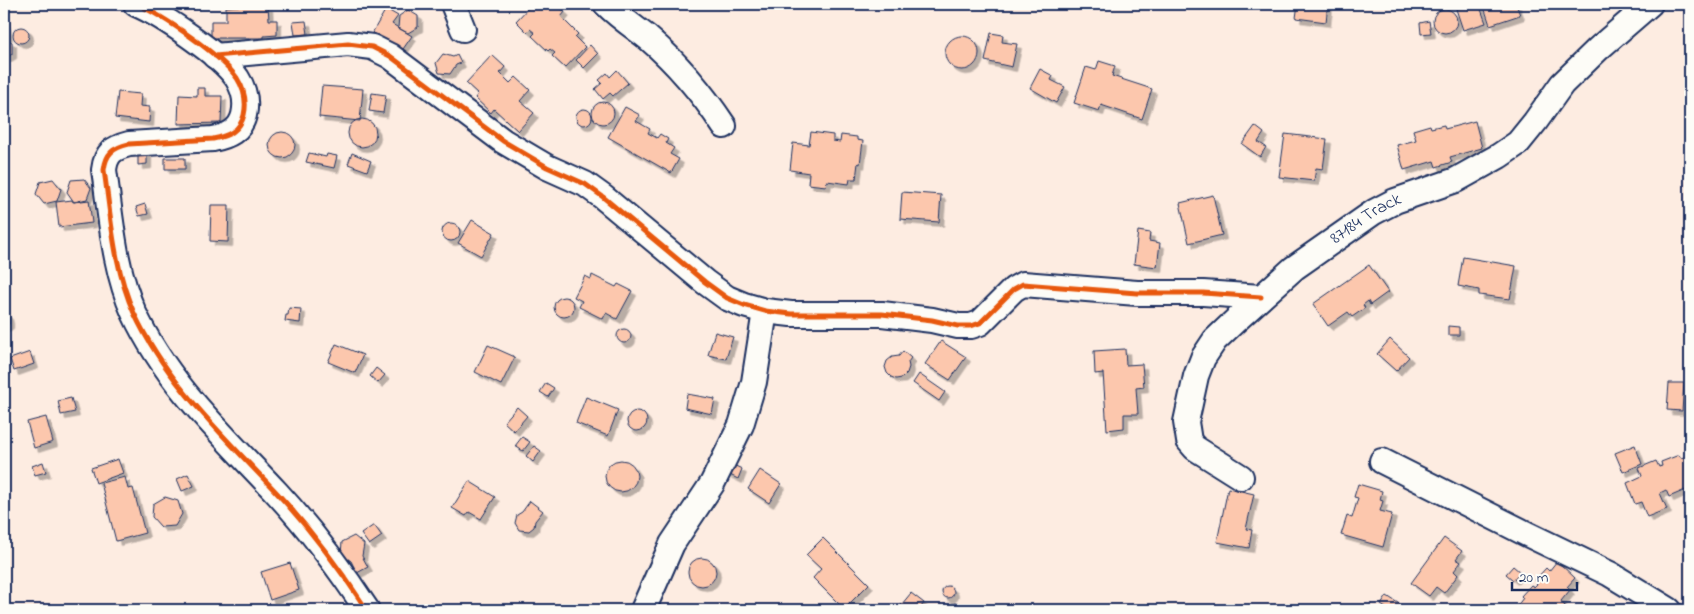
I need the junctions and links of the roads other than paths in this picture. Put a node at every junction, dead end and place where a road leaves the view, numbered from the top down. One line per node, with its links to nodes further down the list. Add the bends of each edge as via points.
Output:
1 (136, 4): 6 (street, via 150,10)
2 (453, 4): 5 (street)
3 (606, 4): 7 (street, via 673,62)
4 (1650, 4): 8 (street, 87184 Track, via 1562,84 1518,143 1464,176 1374,212 1294,268)
5 (463, 29)
6 (215, 56): 9 (street, via 348,44 372,47 390,56 504,141 547,167 585,184 727,298); 12 (street, via 236,77 245,96 245,112 241,124 233,132 213,139 129,144 117,147 105,159 116,252 124,285 146,337 165,368 188,398 322,546)
7 (724, 126)
8 (1261, 297): 9 (street, via 1023,284 980,323 971,326 882,314); 11 (street, 87184 Track, via 1215,340 1203,358 1186,422 1189,441 1195,448)
9 (765, 311): 13 (street, via 754,382 741,425 712,484 672,544)
10 (1382, 461): 14 (street, via 1610,574)
11 (1241, 477)
12 (366, 610)
13 (643, 610)
14 (1669, 610)

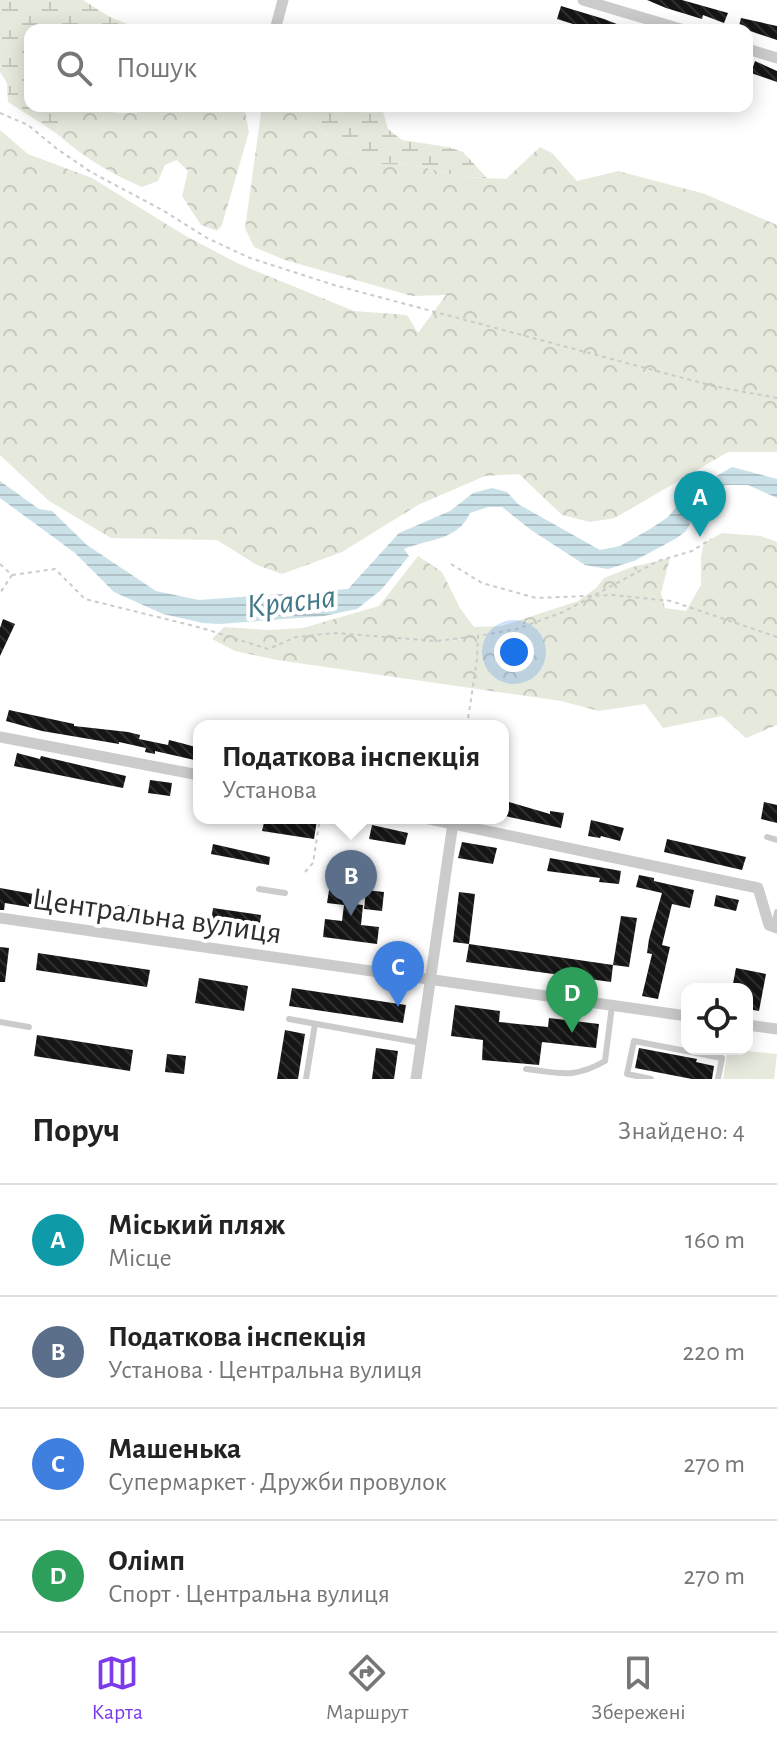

****

Before printing anything, remove the pictures; then print all the records exactly.

> [Solution to the problem]:
I need the junctions and links of the roads other than paths in this picture. Put a node at every junction, dead end and place where a road leaves the view, numbered from the top down. One line per node, with its links to nodes further down the list. Add the bends of each edge as via points.
Output:
1 (136, 4): 6 (street, via 150,10)
2 (453, 4): 5 (street)
3 (606, 4): 7 (street, via 673,62)
4 (1650, 4): 8 (street, 87184 Track, via 1562,84 1518,143 1464,176 1374,212 1294,268)
5 (463, 29)
6 (215, 56): 9 (street, via 348,44 372,47 390,56 504,141 547,167 585,184 727,298); 12 (street, via 236,77 245,96 245,112 241,124 233,132 213,139 129,144 117,147 105,159 116,252 124,285 146,337 165,368 188,398 322,546)
7 (724, 126)
8 (1261, 297): 9 (street, via 1023,284 980,323 971,326 882,314); 11 (street, 87184 Track, via 1215,340 1203,358 1186,422 1189,441 1195,448)
9 (765, 311): 13 (street, via 754,382 741,425 712,484 672,544)
10 (1382, 461): 14 (street, via 1610,574)
11 (1241, 477)
12 (366, 610)
13 (643, 610)
14 (1669, 610)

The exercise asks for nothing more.